Il postino non suona più due volte. Anzi non suona affatto, da quando ha iniziato a bussare alle porte di casa due, massimo tre volte la settimana, effetto diretto dell’ultima «riorganizzazione» di Poste Italiane. Nel nuovo piano strategico, l’azienda ha deciso di allargare all’intera penisola il progetto sperimentale di consegna di lettere, cartoline e bollette a giorni alterni. E se la corrispondenza classica si è ridotta, le bollette e le tasse comunali, come quella sui rifiuti, continuano ad arrivare per posta. Risultato: caos nei centri di smistamento, e proteste dei sindaci e degli utenti, specialmente nei paesi più piccoli e nelle zone più lontane dai capoluoghi.

Se può essere di consolazione, la posta non ordinaria, dalle raccomandate ai pacchi, sarà ancora consegnata quotidianamente. Insomma le multe e il milione di cose in vendita sulle piattaforme dell’e-commerce non devono aspettare. Quanto al resto però, comprese le pubblicazioni periodiche come i quotidiani, il piano industriale di Poste Italiane è chiaro.
Il problema è che ad essere tagliato non sarà solo il servizio, ma anche i postini.
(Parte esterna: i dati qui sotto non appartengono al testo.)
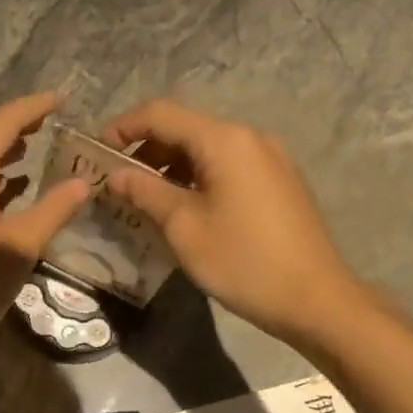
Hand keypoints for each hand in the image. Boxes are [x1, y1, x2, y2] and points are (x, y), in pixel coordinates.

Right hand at [101, 99, 367, 345]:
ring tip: (145, 199)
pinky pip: (229, 166)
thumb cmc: (243, 261)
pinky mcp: (280, 181)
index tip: (96, 152)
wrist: (316, 299)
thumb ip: (146, 193)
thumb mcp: (185, 228)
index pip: (161, 113)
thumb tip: (116, 175)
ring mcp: (270, 159)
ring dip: (172, 166)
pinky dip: (199, 177)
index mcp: (225, 140)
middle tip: (117, 182)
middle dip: (146, 150)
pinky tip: (184, 207)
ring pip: (208, 149)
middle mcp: (250, 137)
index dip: (123, 127)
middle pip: (186, 128)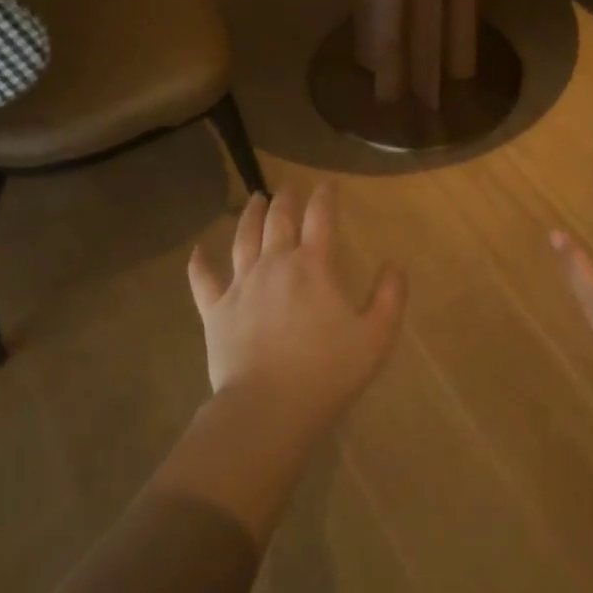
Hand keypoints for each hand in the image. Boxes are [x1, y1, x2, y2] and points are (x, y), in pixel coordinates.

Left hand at [187, 183, 407, 425]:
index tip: (327, 185)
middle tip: (289, 187)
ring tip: (254, 200)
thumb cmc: (328, 371)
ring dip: (250, 216)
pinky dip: (199, 263)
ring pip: (243, 239)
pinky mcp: (215, 311)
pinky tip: (197, 251)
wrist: (268, 408)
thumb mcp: (376, 336)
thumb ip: (390, 297)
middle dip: (286, 199)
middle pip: (279, 220)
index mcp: (313, 266)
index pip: (321, 218)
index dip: (325, 197)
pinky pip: (203, 280)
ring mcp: (240, 286)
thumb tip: (395, 263)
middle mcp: (274, 265)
A riprova, nei cinque anni di applicazione del piano industriale (Deliver 2022), sono previsti 25mila addetti in uscita, a fronte di sole 10mila assunzioni, in maggioranza per i settori finanziari e assicurativi. In altre parole 15mila lavoratori in meno, con prepensionamenti e accordi volontari per la mobilità. Dagli attuali 138mila dipendenti, nel 2022 il personale scenderà a quota 123mila.

Il management aziendale si è attrezzato per raggiungere un accordo con i sindacati confederali. Non ha però fatto i conti con la reazione dei sindacati di base, e in parallelo con la levata di scudi di molti enti locali, pressati dai loro concittadini. Con prese di posizione su giornali e tv, basate su una efficace considerazione: «La progressiva dematerializzazione delle comunicazioni non significa che si debba dematerializzare anche il servizio di recapito di ciò che circola in cartaceo».

C’è anche chi ha pensato di ricorrere alle carte bollate. Secondo i sindaci, la consegna della posta deve essere considerata un servizio pubblico, e quindi non ne può essere interrotta la continuità. Parola dunque ai giudici amministrativi, che in passato – vedi le sentenze del Consiglio di Stato in materia – non sono mai stato teneri di fronte a riorganizzazioni del genere.

Dal canto loro, i postini sono in fibrillazione. «Non abbiamo avuto la possibilità di spiegare il nostro punto di vista su una riorganizzazione così importante – spiega Edoardo Todaro dei Cobas Poste – non sono state fatte assemblee né incontri specifici, quindi la nostra contrarietà è sia sul merito della riorganizzazione che sul metodo usato». Nell’area fiorentina i Cobas hanno organizzato una raccolta firme, e pensano a una giornata di sciopero. «Certo non siamo di fronte a licenziamenti – specifica Todaro – ma questa è la settima riorganizzazione in dieci anni». Riorganizzazione che si ripercuote sulla vita dei postini: «I portalettere di solito lavoravano al mattino, mentre adesso i turni saranno anche di pomeriggio, per la consegna dei pacchi. Questo significa dover riorganizzare anche la propria vita. E ci sarà molto da fare il sabato, per consegnare i pacchi nel fine settimana, come richiesto dai clienti. E abbiamo già la certezza che, con la riorganizzazione, i contratti a tempo determinato per i postini non saranno riconfermati».